Task: Below are the entries; return every line among them that holds the word "Carijós".

Data records:
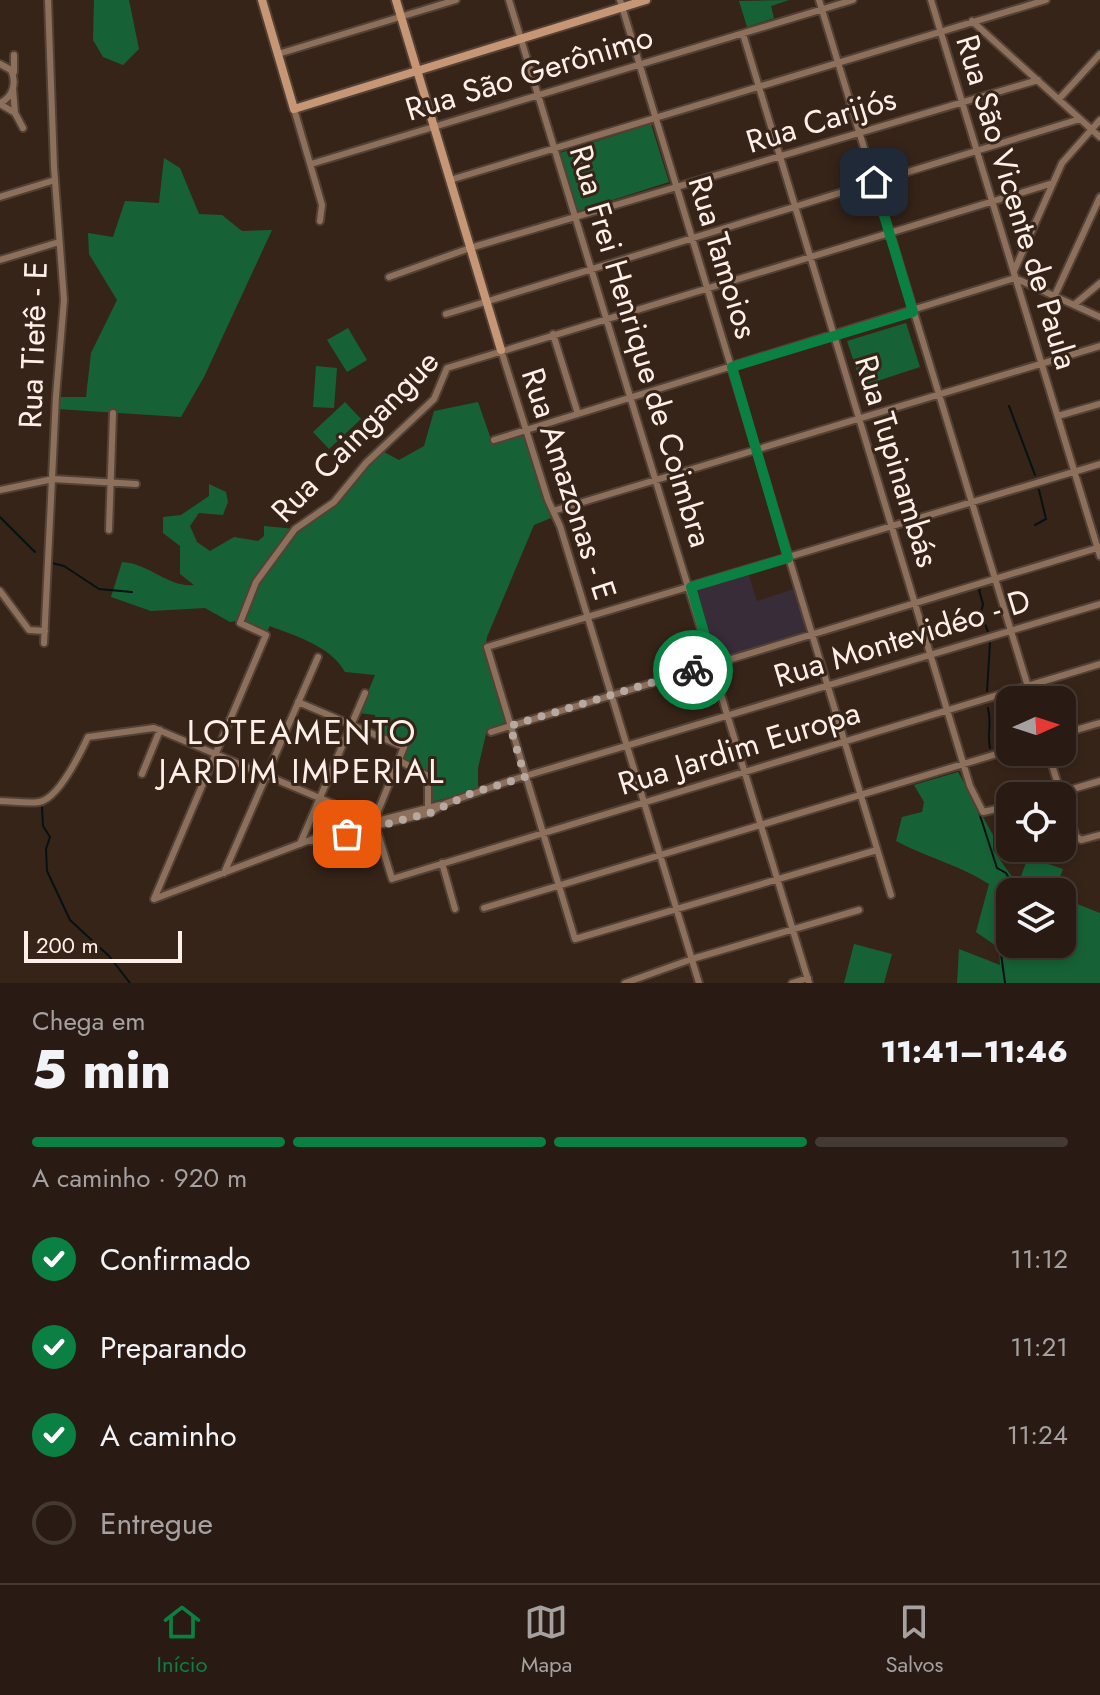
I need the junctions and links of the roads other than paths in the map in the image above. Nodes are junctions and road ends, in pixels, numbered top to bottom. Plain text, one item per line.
1 (48, 0) edge
2 (262, 0) edge
3 (396, 0) edge
4 (456, 0) edge
5 (509, 0) edge
6 (646, 0) edge
7 (819, 0) edge
8 (853, 0) edge
9 (931, 0) edge
10 (1046, 0) edge
11 (621, 4) edge
12 (822, 9) junction
13 (401, 17) junction
14 (972, 21) junction
15 (940, 31) junction
16 (743, 34) junction
17 (521, 38) junction
18 (278, 54) junction
19 (1100, 54) edge
20 (838, 62) junction
21 (0, 64) edge
22 (640, 65) junction
23 (417, 70) junction
24 (14, 76) junction
25 (1038, 80) junction
26 (759, 86) junction
27 (13, 89) junction
28 (538, 95) junction
29 (1059, 99) junction
30 (0, 103) edge
31 (962, 103) junction
32 (294, 109) junction
33 (15, 113) junction
34 (656, 118) junction
35 (1080, 119) junction
36 (1100, 120) edge
37 (434, 127) junction
38 (23, 128) dead end
39 (1091, 129) junction
40 (859, 133) junction
41 (1100, 137) edge
42 (555, 148) junction
43 (977, 151) junction
44 (780, 157) junction
45 (311, 164) junction
46 (55, 180) junction
47 (450, 180) junction
48 (874, 182) junction
49 (1053, 183) junction
50 (677, 188) junction
51 (0, 197) edge
52 (1100, 197) edge
53 (992, 202) junction
54 (795, 206) junction
55 (576, 218) junction
56 (320, 221) dead end
57 (889, 233) junction
58 (692, 237) junction
59 (59, 242) junction
60 (470, 248) junction
61 (810, 257) junction
62 (0, 260) edge
63 (592, 268) junction
64 (1014, 275) junction
65 (389, 277) dead end
66 (1100, 283) edge
67 (707, 287) junction
68 (1055, 295) junction
69 (486, 302) junction
70 (1075, 304) junction
71 (913, 312) junction
72 (446, 314) dead end
73 (1100, 317) edge
74 (607, 318) junction
75 (553, 334) junction
76 (834, 336) junction
77 (1100, 346) edge
78 (501, 350) junction
79 (1041, 363) junction
80 (732, 367) junction
81 (938, 395) junction
82 (632, 398) junction
83 (1100, 404) edge
84 (113, 413) dead end
85 (578, 414) junction
86 (1058, 416) junction
87 (859, 419) junction
88 (526, 430) junction
89 (494, 440) dead end
90 (757, 450) junction
91 (1100, 464) edge
92 (1074, 472) junction
93 (53, 479) junction
94 (657, 480) junction
95 (110, 482) junction
96 (136, 484) dead end
97 (0, 490) edge
98 (971, 503) junction
99 (553, 511) junction
100 (892, 527) junction
101 (109, 530) dead end
102 (1099, 547) edge
103 (1100, 556) edge
104 (788, 558) junction
105 (994, 579) junction
106 (691, 587) junction
107 (0, 591) edge
108 (915, 603) junction
109 (1100, 604) edge
110 (588, 618) junction
111 (1010, 630) junction
112 (45, 631) junction
113 (811, 634) junction
114 (44, 643) dead end
115 (930, 655) junction
116 (318, 657) dead end
117 (713, 664) junction
118 (1100, 664) edge
119 (827, 686) junction
120 (1027, 686) joint
121 (365, 693) dead end
122 (611, 695) junction
123 (996, 695) edge
124 (298, 702) junction
125 (947, 710) junction
126 (729, 715) junction
127 (1100, 723) edge
128 (351, 725) junction
129 (510, 726) junction
130 (157, 729) junction
131 (1076, 730) edge
132 (491, 732) dead end
133 (844, 742) junction
134 (627, 746) junction
135 (216, 753) junction
136 (996, 754) edge
137 (398, 760) junction
138 (963, 764) junction
139 (746, 771) junction
140 (142, 774) dead end
141 (266, 775) junction
142 (525, 777) junction
143 (1100, 781) edge
144 (1076, 790) edge
145 (860, 795) junction
146 (320, 798) junction
147 (0, 801) edge
148 (644, 801) junction
149 (444, 804) junction
150 (428, 807) junction
151 (996, 809) edge
152 (374, 824) junction
153 (762, 825) junction
154 (541, 832) junction
155 (1100, 835) edge
156 (1076, 836) edge
157 (299, 845) junction
158 (877, 850) junction
159 (660, 855) junction
160 (442, 863) junction
161 (224, 873) junction
162 (778, 880) junction
163 (558, 886) junction
164 (891, 895) dead end
165 (484, 908) dead end
166 (455, 909) dead end
167 (677, 909) junction
168 (859, 910) dead end
169 (793, 930) junction
170 (692, 959) junction
171 (808, 980) edge
172 (625, 982) edge
173 (699, 983) edge
174 (792, 983) edge

1 - 46 street, Rua Tietê - E
2 - 18 street
3 - 13 street, Rua Amazonas - E
4 - 13 street
5 - 17 street, Rua Frei Henrique de Coimbra
6 - 11 street
7 - 12 street
8 - 12 street, Rua São Gerônimo
9 - 15 street, Rua São Vicente de Paula
10 - 14 street
11 - 17 street
11 - 22 street, Rua Tamoios
12 - 16 street, Rua São Gerônimo
12 - 20 street
13 - 18 street
13 - 23 street, Rua Amazonas - E
14 - 15 street
14 - 25 street
15 - 20 street
15 - 31 street, Rua São Vicente de Paula
16 - 22 street, Rua São Gerônimo
16 - 26 street, Rua Tupinambás
17 - 23 street
17 - 28 street, Rua Frei Henrique de Coimbra
18 - 32 street
19 - 29 street
20 - 26 street
20 - 40 street
21 - 24 street
21 - 24 street
22 - 28 street, Rua São Gerônimo
22 - 34 street, Rua Tamoios
23 - 32 street
23 - 37 street, Rua Amazonas - E
24 - 27 street
25 - 29 street
25 - 31 street, Rua Carijós
26 - 34 street
26 - 44 street, Rua Tupinambás
27 - 30 street
27 - 33 street
28 - 37 street, Rua São Gerônimo
28 - 42 street, Rua Frei Henrique de Coimbra
29 - 35 street
30 - 33 street
31 - 40 street, Rua Carijós
31 - 43 street, Rua São Vicente de Paula
32 - 45 street
33 - 38 street
34 - 42 street
34 - 50 street, Rua Tamoios
35 - 39 street
35 - 43 street
36 - 39 street
37 - 45 street, Rua São Gerônimo
37 - 47 street, Rua Amazonas - E
39 - 41 street
39 - 49 street
40 - 44 street, Rua Carijós
40 - 48 street
42 - 47 street
42 - 55 street, Rua Frei Henrique de Coimbra
43 - 48 street
43 - 53 street, Rua São Vicente de Paula
44 - 50 street, Rua Carijós
44 - 54 street, Rua Tupinambás
45 - 56 street
46 - 51 street
46 - 59 street, Rua Tietê - E
47 - 60 street, Rua Amazonas - E
48 - 54 street
48 - 57 street
49 - 53 street, Rua Caingangue
49 - 64 street
50 - 55 street, Rua Carijós
50 - 58 street, Rua Tamoios
52 - 68 street
53 - 57 street, Rua Caingangue
53 - 64 street, Rua São Vicente de Paula
54 - 58 street
54 - 61 street, Rua Tupinambás
55 - 60 street, Rua Carijós
55 - 63 street, Rua Frei Henrique de Coimbra
57 - 61 street, Rua Caingangue
57 - 71 street
58 - 63 street
58 - 67 street, Rua Tamoios
59 - 62 street
59 - 93 street, Rua Tietê - E
60 - 65 street, Rua Carijós
60 - 69 street, Rua Amazonas - E
61 - 67 street, Rua Caingangue
61 - 76 street, Rua Tupinambás
63 - 69 street
63 - 74 street, Rua Frei Henrique de Coimbra
64 - 68 street
64 - 71 street
64 - 79 street, Rua São Vicente de Paula
66 - 70 street
67 - 74 street, Rua Caingangue
67 - 80 street, Rua Tamoios
68 - 70 street
69 - 72 street
69 - 78 street, Rua Amazonas - E
70 - 73 street
71 - 76 street
71 - 81 street
74 - 75 street, Rua Caingangue
74 - 82 street, Rua Frei Henrique de Coimbra
75 - 78 street, Rua Caingangue
75 - 85 street
76 - 80 street
76 - 87 street, Rua Tupinambás
77 - 79 street
78 - 88 street, Rua Amazonas - E
78 - 135 street, Rua Caingangue
79 - 81 street
79 - 86 street, Rua São Vicente de Paula
80 - 82 street
80 - 90 street, Rua Tamoios
81 - 87 street
81 - 98 street
82 - 85 street
82 - 94 street, Rua Frei Henrique de Coimbra
83 - 86 street
84 - 95 street
85 - 88 street
86 - 92 street, Rua São Vicente de Paula
87 - 90 street
87 - 100 street, Rua Tupinambás
88 - 89 street
88 - 99 street, Rua Amazonas - E
90 - 94 street
90 - 104 street, Rua Tamoios
91 - 92 street
92 - 98 street
92 - 102 street, Rua São Vicente de Paula
93 - 95 street
93 - 97 street
93 - 112 street, Rua Tietê - E
94 - 99 street
94 - 106 street, Rua Frei Henrique de Coimbra
95 - 96 street
95 - 101 street
98 - 100 street
98 - 105 street
99 - 110 street, Rua Amazonas - E
100 - 104 street
100 - 108 street, Rua Tupinambás
102 - 103 street, Rua São Vicente de Paula
102 - 105 street
104 - 106 street
104 - 113 street, Rua Tamoios
105 - 108 street
105 - 111 street
106 - 110 street
106 - 117 street, Rua Frei Henrique de Coimbra
107 - 112 street
108 - 113 street
108 - 115 street, Rua Tupinambás
109 - 111 street, Rua Montevidéo - D
110 - 122 street, Rua Amazonas - E
110 - 129 street
111 - 115 street, Rua Montevidéo - D
111 - 120 street
112 - 114 street, Rua Tietê - E
113 - 117 street
113 - 119 street, Rua Tamoios
115 - 119 street, Rua Montevidéo - D
115 - 125 street, Rua Tupinambás
116 - 124 street
117 - 122 street
117 - 126 street, Rua Frei Henrique de Coimbra
118 - 120 street, Rua Jardim Europa
119 - 126 street, Rua Montevidéo - D
119 - 133 street, Rua Tamoios
121 - 128 street
122 - 129 street
122 - 134 street, Rua Amazonas - E
123 - 125 street, Rua Jardim Europa
124 - 128 street
124 - 141 street
125 - 133 street, Rua Jardim Europa
125 - 138 street, Rua Tupinambás
126 - 134 street, Rua Montevidéo - D
126 - 139 street, Rua Frei Henrique de Coimbra
127 - 131 street
128 - 137 street
128 - 146 street
129 - 132 street
129 - 142 street
130 - 135 street
130 - 140 street
130 - 147 street
133 - 139 street, Rua Jardim Europa
133 - 145 street, Rua Tamoios
134 - 142 street, Rua Montevidéo - D
134 - 148 street, Rua Amazonas - E
135 - 141 street
135 - 161 street, Rua Montevidéo - D
136 - 138 street
137 - 150 street
137 - 152 street
138 - 145 street
138 - 151 street, Rua Tupinambás
139 - 148 street, Rua Jardim Europa
139 - 153 street, Rua Frei Henrique de Coimbra
141 - 146 street
141 - 161 street
142 - 149 street, Rua Montevidéo - D
142 - 154 street
143 - 144 street
145 - 153 street
145 - 158 street, Rua Tamoios
146 - 152 street
146 - 157 street
148 - 154 street, Rua Jardim Europa
148 - 159 street, Rua Amazonas - E
149 - 150 street, Rua Montevidéo - D
149 - 152 street, Rua Montevidéo - D
150 - 152 street, Rua Montevidéo - D
152 - 157 street, Rua Montevidéo - D
152 - 160 street, Rua Jardim Europa
153 - 159 street
153 - 162 street, Rua Frei Henrique de Coimbra
154 - 160 street, Rua Jardim Europa
154 - 163 street
155 - 156 street
157 - 161 street, Rua Montevidéo - D
158 - 162 street
158 - 164 street, Rua Tamoios
159 - 163 street
159 - 167 street, Rua Amazonas - E
160 - 166 street
162 - 167 street
162 - 169 street, Rua Frei Henrique de Coimbra
163 - 165 street
163 - 167 street
167 - 170 street, Rua Amazonas - E
168 - 169 street
169 - 170 street
169 - 171 street, Rua Frei Henrique de Coimbra
170 - 172 street
170 - 173 street, Rua Amazonas - E
171 - 174 street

Task response:
25 - 31 street, Rua Carijós
31 - 40 street, Rua Carijós
40 - 44 street, Rua Carijós
44 - 50 street, Rua Carijós
50 - 55 street, Rua Carijós
55 - 60 street, Rua Carijós
60 - 65 street, Rua Carijós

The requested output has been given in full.